What you should do |
Every record has to be written out exactly, with no line missing.

(Stored data entries)
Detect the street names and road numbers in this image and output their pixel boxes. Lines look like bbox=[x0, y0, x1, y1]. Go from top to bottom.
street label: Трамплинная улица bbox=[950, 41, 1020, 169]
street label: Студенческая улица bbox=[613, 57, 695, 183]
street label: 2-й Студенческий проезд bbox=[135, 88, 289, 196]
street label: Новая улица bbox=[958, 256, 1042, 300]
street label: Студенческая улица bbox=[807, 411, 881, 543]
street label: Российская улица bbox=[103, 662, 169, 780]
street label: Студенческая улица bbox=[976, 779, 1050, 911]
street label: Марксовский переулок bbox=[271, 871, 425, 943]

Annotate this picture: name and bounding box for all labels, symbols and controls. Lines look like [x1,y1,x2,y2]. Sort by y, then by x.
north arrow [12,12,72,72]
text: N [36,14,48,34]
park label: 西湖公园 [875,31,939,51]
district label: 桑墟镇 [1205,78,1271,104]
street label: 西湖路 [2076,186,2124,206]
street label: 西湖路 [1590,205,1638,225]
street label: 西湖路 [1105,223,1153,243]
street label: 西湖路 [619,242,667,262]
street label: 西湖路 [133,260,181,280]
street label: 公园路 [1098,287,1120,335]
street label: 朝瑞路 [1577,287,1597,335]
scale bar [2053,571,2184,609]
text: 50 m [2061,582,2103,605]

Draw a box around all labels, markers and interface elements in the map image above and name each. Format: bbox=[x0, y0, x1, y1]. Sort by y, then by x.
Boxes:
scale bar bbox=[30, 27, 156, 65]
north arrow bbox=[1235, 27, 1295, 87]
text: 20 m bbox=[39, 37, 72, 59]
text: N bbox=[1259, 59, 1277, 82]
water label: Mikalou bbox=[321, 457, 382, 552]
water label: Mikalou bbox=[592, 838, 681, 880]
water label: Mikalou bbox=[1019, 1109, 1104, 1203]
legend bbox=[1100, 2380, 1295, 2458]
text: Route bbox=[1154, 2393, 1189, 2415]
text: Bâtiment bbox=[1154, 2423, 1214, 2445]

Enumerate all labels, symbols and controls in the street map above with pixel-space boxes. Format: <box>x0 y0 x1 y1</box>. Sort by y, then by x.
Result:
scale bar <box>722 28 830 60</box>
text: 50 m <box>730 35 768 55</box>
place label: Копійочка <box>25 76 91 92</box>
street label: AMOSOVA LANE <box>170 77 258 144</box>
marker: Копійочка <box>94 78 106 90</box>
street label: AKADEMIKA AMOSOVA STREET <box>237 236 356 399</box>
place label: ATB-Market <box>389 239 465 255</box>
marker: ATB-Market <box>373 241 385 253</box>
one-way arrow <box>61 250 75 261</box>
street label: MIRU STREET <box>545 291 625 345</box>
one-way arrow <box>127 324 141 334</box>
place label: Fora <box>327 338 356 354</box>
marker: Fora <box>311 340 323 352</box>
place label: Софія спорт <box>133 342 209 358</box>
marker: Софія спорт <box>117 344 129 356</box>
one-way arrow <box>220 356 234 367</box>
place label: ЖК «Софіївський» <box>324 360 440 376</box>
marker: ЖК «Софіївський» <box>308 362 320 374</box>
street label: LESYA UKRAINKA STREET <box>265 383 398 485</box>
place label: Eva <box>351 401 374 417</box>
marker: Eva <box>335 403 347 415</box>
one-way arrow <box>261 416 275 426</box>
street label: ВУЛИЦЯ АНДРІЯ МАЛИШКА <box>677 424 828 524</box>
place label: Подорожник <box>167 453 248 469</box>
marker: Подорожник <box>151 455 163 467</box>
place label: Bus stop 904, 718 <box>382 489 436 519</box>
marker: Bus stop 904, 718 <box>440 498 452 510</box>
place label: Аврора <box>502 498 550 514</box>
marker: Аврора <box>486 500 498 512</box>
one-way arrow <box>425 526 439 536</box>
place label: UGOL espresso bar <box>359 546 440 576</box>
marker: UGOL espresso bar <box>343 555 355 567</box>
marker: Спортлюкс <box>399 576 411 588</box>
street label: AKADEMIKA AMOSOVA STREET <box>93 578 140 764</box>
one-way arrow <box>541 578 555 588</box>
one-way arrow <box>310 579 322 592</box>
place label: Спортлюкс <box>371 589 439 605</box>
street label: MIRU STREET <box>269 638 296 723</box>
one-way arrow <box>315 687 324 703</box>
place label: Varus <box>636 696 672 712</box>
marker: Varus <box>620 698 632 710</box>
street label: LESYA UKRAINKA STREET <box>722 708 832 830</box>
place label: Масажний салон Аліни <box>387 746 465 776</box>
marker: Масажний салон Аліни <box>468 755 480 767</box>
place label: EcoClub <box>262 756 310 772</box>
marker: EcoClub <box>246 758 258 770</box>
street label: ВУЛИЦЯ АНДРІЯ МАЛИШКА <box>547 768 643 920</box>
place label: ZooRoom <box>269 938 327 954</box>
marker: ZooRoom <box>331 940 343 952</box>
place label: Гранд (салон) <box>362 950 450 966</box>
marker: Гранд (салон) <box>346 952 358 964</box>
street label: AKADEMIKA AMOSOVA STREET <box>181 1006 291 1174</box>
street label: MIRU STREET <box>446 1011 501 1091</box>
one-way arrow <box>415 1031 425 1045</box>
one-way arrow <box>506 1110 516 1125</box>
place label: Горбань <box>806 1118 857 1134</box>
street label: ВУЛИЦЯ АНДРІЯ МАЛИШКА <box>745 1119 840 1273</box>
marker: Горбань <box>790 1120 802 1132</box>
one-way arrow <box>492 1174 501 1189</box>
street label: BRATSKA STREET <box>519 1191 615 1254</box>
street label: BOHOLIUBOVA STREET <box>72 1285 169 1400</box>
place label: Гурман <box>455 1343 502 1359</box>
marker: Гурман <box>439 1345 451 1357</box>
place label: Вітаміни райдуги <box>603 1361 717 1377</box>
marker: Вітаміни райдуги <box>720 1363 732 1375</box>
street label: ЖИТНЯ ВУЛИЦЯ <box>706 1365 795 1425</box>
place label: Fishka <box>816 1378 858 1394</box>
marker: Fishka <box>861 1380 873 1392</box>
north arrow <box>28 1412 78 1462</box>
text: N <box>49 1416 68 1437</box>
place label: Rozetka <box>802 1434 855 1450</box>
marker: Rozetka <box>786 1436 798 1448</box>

Exercise answer |
Detect the street names and road numbers in this image and output their pixel boxes. Lines look like bbox=[x0, y0, x1, y1]. Go from top to bottom.
street label: Трамплинная улица bbox=[950, 41, 1020, 169]
street label: Студенческая улица bbox=[613, 57, 695, 183]
street label: 2-й Студенческий проезд bbox=[135, 88, 289, 196]
street label: Новая улица bbox=[958, 256, 1042, 300]
street label: Студенческая улица bbox=[807, 411, 881, 543]
street label: Российская улица bbox=[103, 662, 169, 780]
street label: Студенческая улица bbox=[976, 779, 1050, 911]
street label: Марксовский переулок bbox=[271, 871, 425, 943]

Annotate this picture: name and bounding box for all labels, symbols and controls. Lines look like [x1,y1,x2,y2]. Sort by y, then by x.
north arrow [12,12,72,72]
text: N [36,14,48,34]
park label: 西湖公园 [875,31,939,51]
district label: 桑墟镇 [1205,78,1271,104]
street label: 西湖路 [2076,186,2124,206]
street label: 西湖路 [1590,205,1638,225]
street label: 西湖路 [1105,223,1153,243]
street label: 西湖路 [619,242,667,262]
street label: 西湖路 [133,260,181,280]
street label: 公园路 [1098,287,1120,335]
street label: 朝瑞路 [1577,287,1597,335]
scale bar [2053,571,2184,609]
text: 50 m [2061,582,2103,605]

Draw a box around all labels, markers and interface elements in the map image above and name each. Format: bbox=[x0, y0, x1, y1]. Sort by y, then by x.
Boxes:
scale bar bbox=[30, 27, 156, 65]
north arrow bbox=[1235, 27, 1295, 87]
text: 20 m bbox=[39, 37, 72, 59]
text: N bbox=[1259, 59, 1277, 82]
water label: Mikalou bbox=[321, 457, 382, 552]
water label: Mikalou bbox=[592, 838, 681, 880]
water label: Mikalou bbox=[1019, 1109, 1104, 1203]
legend bbox=[1100, 2380, 1295, 2458]
text: Route bbox=[1154, 2393, 1189, 2415]
text: Bâtiment bbox=[1154, 2423, 1214, 2445]

Enumerate all labels, symbols and controls in the street map above with pixel-space boxes. Format: <box>x0 y0 x1 y1</box>. Sort by y, then by x.
Result:
scale bar <box>722 28 830 60</box>
text: 50 m <box>730 35 768 55</box>
place label: Копійочка <box>25 76 91 92</box>
street label: AMOSOVA LANE <box>170 77 258 144</box>
marker: Копійочка <box>94 78 106 90</box>
street label: AKADEMIKA AMOSOVA STREET <box>237 236 356 399</box>
place label: ATB-Market <box>389 239 465 255</box>
marker: ATB-Market <box>373 241 385 253</box>
one-way arrow <box>61 250 75 261</box>
street label: MIRU STREET <box>545 291 625 345</box>
one-way arrow <box>127 324 141 334</box>
place label: Fora <box>327 338 356 354</box>
marker: Fora <box>311 340 323 352</box>
place label: Софія спорт <box>133 342 209 358</box>
marker: Софія спорт <box>117 344 129 356</box>
one-way arrow <box>220 356 234 367</box>
place label: ЖК «Софіївський» <box>324 360 440 376</box>
marker: ЖК «Софіївський» <box>308 362 320 374</box>
street label: LESYA UKRAINKA STREET <box>265 383 398 485</box>
place label: Eva <box>351 401 374 417</box>
marker: Eva <box>335 403 347 415</box>
one-way arrow <box>261 416 275 426</box>
street label: ВУЛИЦЯ АНДРІЯ МАЛИШКА <box>677 424 828 524</box>
place label: Подорожник <box>167 453 248 469</box>
marker: Подорожник <box>151 455 163 467</box>
place label: Bus stop 904, 718 <box>382 489 436 519</box>
marker: Bus stop 904, 718 <box>440 498 452 510</box>
place label: Аврора <box>502 498 550 514</box>
marker: Аврора <box>486 500 498 512</box>
one-way arrow <box>425 526 439 536</box>
place label: UGOL espresso bar <box>359 546 440 576</box>
marker: UGOL espresso bar <box>343 555 355 567</box>
marker: Спортлюкс <box>399 576 411 588</box>
street label: AKADEMIKA AMOSOVA STREET <box>93 578 140 764</box>
one-way arrow <box>541 578 555 588</box>
one-way arrow <box>310 579 322 592</box>
place label: Спортлюкс <box>371 589 439 605</box>
street label: MIRU STREET <box>269 638 296 723</box>
one-way arrow <box>315 687 324 703</box>
place label: Varus <box>636 696 672 712</box>
marker: Varus <box>620 698 632 710</box>
street label: LESYA UKRAINKA STREET <box>722 708 832 830</box>
place label: Масажний салон Аліни <box>387 746 465 776</box>
marker: Масажний салон Аліни <box>468 755 480 767</box>
place label: EcoClub <box>262 756 310 772</box>
marker: EcoClub <box>246 758 258 770</box>
street label: ВУЛИЦЯ АНДРІЯ МАЛИШКА <box>547 768 643 920</box>
place label: ZooRoom <box>269 938 327 954</box>
marker: ZooRoom <box>331 940 343 952</box>
place label: Гранд (салон) <box>362 950 450 966</box>
marker: Гранд (салон) <box>346 952 358 964</box>
street label: AKADEMIKA AMOSOVA STREET <box>181 1006 291 1174</box>
street label: MIRU STREET <box>446 1011 501 1091</box>
one-way arrow <box>415 1031 425 1045</box>
one-way arrow <box>506 1110 516 1125</box>
place label: Горбань <box>806 1118 857 1134</box>
street label: ВУЛИЦЯ АНДРІЯ МАЛИШКА <box>745 1119 840 1273</box>
marker: Горбань <box>790 1120 802 1132</box>
one-way arrow <box>492 1174 501 1189</box>
street label: BRATSKA STREET <box>519 1191 615 1254</box>
street label: BOHOLIUBOVA STREET <box>72 1285 169 1400</box>
place label: Гурман <box>455 1343 502 1359</box>
marker: Гурман <box>439 1345 451 1357</box>
place label: Вітаміни райдуги <box>603 1361 717 1377</box>
marker: Вітаміни райдуги <box>720 1363 732 1375</box>
street label: ЖИТНЯ ВУЛИЦЯ <box>706 1365 795 1425</box>
place label: Fishka <box>816 1378 858 1394</box>
marker: Fishka <box>861 1380 873 1392</box>
north arrow <box>28 1412 78 1462</box>
text: N <box>49 1416 68 1437</box>
place label: Rozetka <box>802 1434 855 1450</box>
marker: Rozetka <box>786 1436 798 1448</box>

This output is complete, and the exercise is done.